═════ Source data

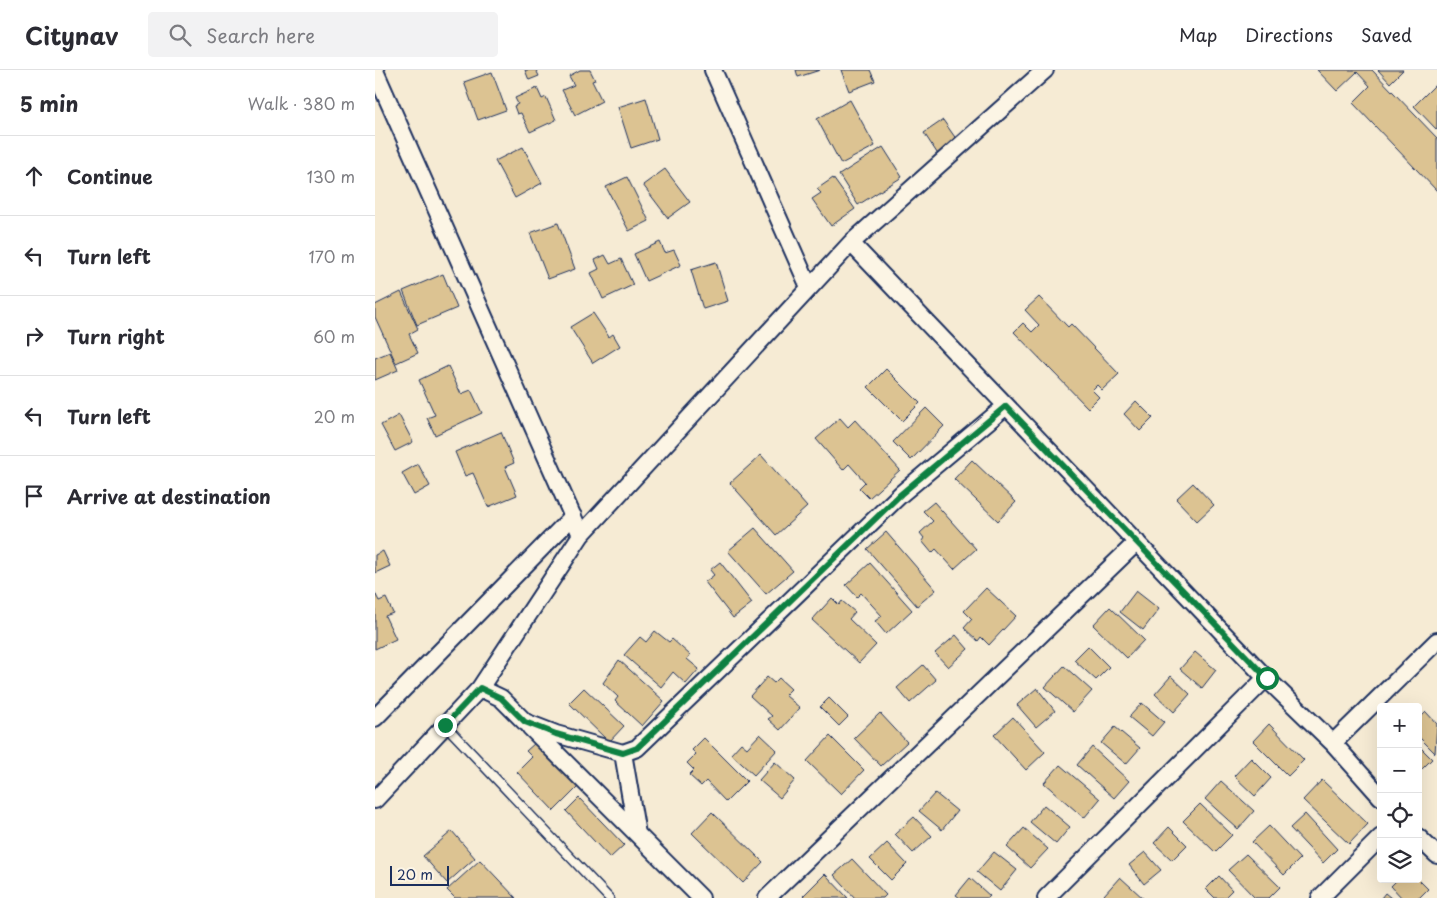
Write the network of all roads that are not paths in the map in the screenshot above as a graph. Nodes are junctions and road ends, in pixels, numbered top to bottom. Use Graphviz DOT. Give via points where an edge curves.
graph roads {
  1 [pos="713,70"];
  2 [pos="1045,70"];
  3 [pos="375,71"];
  4 [pos="851,243"];
  5 [pos="809,287"];
  6 [pos="1006,406"];
  7 [pos="573,516"];
  8 [pos="581,534"];
  9 [pos="1137,542"];
  10 [pos="1437,641"];
  11 [pos="1267,678"];
  12 [pos="480,688"];
  13 [pos="375,718"];
  14 [pos="525,722"];
  15 [pos="445,725"];
  16 [pos="1333,743"];
  17 [pos="623,753"];
  18 [pos="1377,793"];
  19 [pos="375,800"];
  20 [pos="637,834"];
  21 [pos="1380,838"];
  22 [pos="1419,838"];
  23 [pos="1437,855"];
  24 [pos="609,898"];
  25 [pos="701,898"];
  26 [pos="767,898"];
  27 [pos="1046,898"];
  28 [pos="1321,898"];
  1 -- 5 [label="street"];
  2 -- 4 [label="street"];
  3 -- 7 [label="street"];
  4 -- 5 [label="street"];
  4 -- 6 [label="street"];
  5 -- 8 [label="street"];
  6 -- 9 [label="street"];
  6 -- 17 [label="street" via="901,494 651,737 637,748"];
  7 -- 8 [label="street"];
  7 -- 13 [label="street"];
  8 -- 12 [label="street"];
  9 -- 11 [label="street"];
  9 -- 26 [label="street"];
  10 -- 16 [label="street"];
  11 -- 16 [label="street"];
  11 -- 27 [label="street"];
  12 -- 14 [label="street" via="501,698"];
  12 -- 15 [label="street"];
  14 -- 17 [label="street"];
  14 -- 20 [label="street"];
  15 -- 19 [label="street"];
  15 -- 24 [label="lane"];
  16 -- 18 [label="street"];
  17 -- 20 [label="street"];
  20 -- 25 [label="street"];
  21 -- 28 [label="street"];
  22 -- 23 [label="street"];
}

══════════

- [Try it]: Each line in the records above with "roads" must be returned.

- [Result below]:
Write the network of all roads that are not paths in the map in the screenshot above as a graph. Nodes are junctions and road ends, in pixels, numbered top to bottom. Use Graphviz DOT. Give via points where an edge curves.
graph roads {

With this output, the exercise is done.